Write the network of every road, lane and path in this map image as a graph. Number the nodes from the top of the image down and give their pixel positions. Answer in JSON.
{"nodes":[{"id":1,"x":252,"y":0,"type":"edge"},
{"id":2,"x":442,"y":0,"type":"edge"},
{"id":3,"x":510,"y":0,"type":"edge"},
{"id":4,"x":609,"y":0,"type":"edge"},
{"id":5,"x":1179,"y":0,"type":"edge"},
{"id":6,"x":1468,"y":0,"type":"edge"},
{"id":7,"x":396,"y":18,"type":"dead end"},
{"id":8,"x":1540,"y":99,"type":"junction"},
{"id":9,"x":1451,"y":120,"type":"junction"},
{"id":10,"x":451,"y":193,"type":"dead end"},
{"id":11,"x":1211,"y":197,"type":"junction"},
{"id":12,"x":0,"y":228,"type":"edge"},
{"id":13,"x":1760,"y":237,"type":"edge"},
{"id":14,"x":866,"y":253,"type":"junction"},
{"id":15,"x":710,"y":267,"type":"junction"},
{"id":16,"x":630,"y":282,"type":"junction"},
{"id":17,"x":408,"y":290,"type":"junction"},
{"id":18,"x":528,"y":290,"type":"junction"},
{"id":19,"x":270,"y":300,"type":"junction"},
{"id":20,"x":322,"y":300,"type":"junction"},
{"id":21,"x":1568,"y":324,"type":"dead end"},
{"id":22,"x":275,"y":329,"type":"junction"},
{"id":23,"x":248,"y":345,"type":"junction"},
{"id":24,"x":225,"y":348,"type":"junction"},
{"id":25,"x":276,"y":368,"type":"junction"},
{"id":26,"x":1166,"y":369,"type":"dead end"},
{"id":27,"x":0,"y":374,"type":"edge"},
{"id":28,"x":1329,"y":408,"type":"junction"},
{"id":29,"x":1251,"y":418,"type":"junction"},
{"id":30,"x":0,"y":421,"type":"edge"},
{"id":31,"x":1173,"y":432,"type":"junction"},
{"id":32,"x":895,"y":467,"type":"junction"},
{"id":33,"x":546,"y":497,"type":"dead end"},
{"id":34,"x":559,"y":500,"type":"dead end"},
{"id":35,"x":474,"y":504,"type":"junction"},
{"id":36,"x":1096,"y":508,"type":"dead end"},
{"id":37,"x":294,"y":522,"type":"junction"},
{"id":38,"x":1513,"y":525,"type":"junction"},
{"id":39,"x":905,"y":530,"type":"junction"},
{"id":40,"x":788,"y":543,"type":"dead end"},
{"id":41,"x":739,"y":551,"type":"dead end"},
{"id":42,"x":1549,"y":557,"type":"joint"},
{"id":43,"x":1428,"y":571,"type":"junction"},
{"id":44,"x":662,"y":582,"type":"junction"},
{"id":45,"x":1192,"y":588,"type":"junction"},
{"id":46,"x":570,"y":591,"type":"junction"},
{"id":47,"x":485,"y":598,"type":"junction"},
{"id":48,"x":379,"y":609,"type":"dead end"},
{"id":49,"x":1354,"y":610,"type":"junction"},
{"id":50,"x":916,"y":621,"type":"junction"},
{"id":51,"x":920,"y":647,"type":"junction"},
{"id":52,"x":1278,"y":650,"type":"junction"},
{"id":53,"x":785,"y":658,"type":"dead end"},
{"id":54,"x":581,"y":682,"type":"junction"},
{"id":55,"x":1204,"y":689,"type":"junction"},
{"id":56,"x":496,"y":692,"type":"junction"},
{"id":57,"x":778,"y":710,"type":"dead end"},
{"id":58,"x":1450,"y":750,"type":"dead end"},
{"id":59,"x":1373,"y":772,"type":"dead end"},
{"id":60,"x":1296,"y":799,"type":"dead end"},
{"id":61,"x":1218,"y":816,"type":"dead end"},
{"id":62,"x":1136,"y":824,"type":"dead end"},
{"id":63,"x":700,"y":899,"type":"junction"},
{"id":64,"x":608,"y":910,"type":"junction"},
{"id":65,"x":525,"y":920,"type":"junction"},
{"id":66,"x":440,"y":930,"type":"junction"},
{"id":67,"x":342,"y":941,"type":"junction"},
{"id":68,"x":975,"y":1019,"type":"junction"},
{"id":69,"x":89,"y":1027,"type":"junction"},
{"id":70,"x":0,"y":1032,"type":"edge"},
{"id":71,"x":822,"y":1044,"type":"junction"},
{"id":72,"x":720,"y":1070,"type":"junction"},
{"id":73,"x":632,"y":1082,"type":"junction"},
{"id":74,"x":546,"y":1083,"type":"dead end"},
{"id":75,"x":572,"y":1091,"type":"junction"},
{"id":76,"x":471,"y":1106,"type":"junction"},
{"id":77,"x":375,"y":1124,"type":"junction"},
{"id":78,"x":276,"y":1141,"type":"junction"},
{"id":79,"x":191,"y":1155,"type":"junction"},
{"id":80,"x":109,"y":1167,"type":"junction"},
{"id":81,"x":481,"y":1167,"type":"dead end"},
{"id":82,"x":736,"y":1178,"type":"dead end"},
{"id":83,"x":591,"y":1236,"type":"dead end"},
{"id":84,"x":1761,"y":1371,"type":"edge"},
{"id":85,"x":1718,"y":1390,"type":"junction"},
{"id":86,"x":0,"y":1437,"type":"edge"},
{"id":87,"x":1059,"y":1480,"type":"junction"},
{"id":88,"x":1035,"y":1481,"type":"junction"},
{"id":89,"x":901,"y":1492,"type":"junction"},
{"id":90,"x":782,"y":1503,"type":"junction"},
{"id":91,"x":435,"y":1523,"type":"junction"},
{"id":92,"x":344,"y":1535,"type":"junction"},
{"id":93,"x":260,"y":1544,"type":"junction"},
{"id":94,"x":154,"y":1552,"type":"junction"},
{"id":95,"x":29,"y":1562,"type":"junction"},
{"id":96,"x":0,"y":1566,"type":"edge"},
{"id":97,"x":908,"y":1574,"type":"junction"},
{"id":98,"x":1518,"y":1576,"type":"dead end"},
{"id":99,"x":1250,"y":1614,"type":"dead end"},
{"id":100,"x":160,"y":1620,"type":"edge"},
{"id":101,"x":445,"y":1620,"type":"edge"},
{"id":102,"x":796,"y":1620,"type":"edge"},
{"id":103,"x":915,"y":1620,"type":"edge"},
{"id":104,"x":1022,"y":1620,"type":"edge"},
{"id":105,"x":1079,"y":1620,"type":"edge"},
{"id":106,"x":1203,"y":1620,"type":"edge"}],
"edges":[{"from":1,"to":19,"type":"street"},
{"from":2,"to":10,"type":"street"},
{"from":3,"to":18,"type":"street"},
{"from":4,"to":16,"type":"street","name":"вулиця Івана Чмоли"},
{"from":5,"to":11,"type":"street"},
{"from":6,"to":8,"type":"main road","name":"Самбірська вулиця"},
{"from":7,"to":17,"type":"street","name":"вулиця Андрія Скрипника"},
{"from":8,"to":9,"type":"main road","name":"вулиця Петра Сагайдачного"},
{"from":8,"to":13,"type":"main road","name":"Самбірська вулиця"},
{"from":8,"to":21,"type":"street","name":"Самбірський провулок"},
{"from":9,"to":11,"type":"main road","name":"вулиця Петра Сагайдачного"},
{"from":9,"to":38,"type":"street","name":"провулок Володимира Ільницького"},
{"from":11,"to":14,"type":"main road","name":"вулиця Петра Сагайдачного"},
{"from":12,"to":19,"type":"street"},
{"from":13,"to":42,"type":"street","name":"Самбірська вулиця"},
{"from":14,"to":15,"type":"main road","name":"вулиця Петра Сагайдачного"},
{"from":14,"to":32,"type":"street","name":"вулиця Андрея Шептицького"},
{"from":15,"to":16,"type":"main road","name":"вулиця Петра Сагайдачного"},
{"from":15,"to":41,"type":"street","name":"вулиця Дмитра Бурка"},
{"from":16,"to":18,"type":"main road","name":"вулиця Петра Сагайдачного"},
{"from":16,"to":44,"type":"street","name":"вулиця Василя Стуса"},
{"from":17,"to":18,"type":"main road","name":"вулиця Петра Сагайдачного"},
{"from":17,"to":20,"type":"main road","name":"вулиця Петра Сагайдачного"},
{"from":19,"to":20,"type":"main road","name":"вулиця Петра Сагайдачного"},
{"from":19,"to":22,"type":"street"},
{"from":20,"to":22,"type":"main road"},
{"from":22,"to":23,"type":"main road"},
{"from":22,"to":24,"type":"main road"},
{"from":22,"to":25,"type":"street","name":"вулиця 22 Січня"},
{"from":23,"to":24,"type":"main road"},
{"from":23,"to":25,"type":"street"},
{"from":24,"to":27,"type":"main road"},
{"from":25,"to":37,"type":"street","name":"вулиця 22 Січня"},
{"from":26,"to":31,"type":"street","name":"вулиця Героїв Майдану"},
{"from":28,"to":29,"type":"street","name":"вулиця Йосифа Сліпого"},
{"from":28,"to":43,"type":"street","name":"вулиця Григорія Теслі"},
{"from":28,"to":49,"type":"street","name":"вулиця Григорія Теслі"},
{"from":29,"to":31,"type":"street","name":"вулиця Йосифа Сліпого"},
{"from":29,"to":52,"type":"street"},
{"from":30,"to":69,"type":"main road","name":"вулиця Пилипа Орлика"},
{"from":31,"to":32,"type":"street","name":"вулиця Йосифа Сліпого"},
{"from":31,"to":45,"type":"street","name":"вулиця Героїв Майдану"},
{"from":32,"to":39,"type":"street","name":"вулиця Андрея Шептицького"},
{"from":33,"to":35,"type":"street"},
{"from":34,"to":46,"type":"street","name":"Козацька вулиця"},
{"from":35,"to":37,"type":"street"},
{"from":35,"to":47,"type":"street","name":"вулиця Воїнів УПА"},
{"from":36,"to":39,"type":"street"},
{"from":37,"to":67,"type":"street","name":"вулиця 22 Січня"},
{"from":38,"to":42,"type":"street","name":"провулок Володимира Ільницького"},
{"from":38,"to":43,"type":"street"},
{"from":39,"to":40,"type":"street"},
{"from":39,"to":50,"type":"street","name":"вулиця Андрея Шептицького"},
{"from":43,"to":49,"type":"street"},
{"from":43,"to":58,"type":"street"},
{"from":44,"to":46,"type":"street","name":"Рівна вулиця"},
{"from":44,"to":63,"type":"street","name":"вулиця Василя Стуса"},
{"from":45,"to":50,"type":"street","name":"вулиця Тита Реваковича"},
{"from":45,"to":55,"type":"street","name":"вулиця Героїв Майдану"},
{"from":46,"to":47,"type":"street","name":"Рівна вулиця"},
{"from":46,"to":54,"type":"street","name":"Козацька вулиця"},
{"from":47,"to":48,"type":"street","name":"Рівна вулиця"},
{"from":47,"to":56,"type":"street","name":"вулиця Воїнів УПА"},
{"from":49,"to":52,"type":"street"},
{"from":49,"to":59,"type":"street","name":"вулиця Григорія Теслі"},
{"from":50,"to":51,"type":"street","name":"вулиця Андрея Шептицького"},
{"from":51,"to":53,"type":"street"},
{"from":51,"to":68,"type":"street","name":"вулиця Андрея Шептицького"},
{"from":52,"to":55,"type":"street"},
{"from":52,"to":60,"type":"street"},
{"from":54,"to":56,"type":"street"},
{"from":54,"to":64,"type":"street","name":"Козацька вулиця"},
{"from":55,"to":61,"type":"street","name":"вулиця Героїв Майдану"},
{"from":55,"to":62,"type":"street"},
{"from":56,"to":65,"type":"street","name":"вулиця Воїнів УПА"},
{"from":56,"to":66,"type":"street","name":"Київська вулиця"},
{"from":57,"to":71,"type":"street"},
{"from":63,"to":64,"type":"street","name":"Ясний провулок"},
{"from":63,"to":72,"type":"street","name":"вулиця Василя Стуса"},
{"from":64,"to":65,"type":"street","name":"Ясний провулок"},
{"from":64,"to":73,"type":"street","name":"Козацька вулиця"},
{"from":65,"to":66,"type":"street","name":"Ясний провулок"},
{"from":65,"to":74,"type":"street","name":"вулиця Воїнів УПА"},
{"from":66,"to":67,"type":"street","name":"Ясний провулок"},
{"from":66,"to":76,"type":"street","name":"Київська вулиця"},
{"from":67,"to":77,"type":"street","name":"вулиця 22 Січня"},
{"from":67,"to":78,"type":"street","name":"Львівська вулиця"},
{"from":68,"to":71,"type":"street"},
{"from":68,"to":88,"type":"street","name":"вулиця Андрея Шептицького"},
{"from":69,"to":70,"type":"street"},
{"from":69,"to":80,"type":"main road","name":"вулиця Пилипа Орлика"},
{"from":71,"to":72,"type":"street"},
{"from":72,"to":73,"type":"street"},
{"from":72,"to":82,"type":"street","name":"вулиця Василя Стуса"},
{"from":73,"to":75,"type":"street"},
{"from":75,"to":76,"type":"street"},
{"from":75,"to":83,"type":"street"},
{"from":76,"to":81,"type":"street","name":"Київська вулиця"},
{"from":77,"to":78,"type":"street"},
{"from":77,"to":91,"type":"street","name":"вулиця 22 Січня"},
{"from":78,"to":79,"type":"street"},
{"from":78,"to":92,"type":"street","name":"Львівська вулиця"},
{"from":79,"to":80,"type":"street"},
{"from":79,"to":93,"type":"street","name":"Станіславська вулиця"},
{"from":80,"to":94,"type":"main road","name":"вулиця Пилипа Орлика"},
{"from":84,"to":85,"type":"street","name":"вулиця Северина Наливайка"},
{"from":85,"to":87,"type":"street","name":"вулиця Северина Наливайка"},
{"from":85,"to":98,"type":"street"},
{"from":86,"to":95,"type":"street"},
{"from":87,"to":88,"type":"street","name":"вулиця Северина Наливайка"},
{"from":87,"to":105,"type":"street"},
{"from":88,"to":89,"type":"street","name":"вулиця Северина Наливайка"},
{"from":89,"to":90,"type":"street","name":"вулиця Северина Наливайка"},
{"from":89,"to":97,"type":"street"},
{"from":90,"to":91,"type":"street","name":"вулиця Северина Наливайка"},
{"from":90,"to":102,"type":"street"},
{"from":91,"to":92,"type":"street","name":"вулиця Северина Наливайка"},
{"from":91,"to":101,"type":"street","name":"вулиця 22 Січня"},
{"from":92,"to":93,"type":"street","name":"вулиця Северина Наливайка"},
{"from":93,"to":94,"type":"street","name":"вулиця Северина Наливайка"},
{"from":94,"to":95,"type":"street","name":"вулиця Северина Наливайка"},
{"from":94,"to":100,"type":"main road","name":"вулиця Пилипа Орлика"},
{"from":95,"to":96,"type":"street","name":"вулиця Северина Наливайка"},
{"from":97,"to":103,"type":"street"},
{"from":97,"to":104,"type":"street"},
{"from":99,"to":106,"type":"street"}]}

● **WHAT YOU SHOULD DO**
Return each line of the records above in which the word "Київська" occurs.

● **WRITTEN ANSWER**
{"from":56,"to":66,"type":"street","name":"Київська вулиця"},
{"from":66,"to":76,"type":"street","name":"Київська вулиця"},
{"from":76,"to":81,"type":"street","name":"Київська вулиця"},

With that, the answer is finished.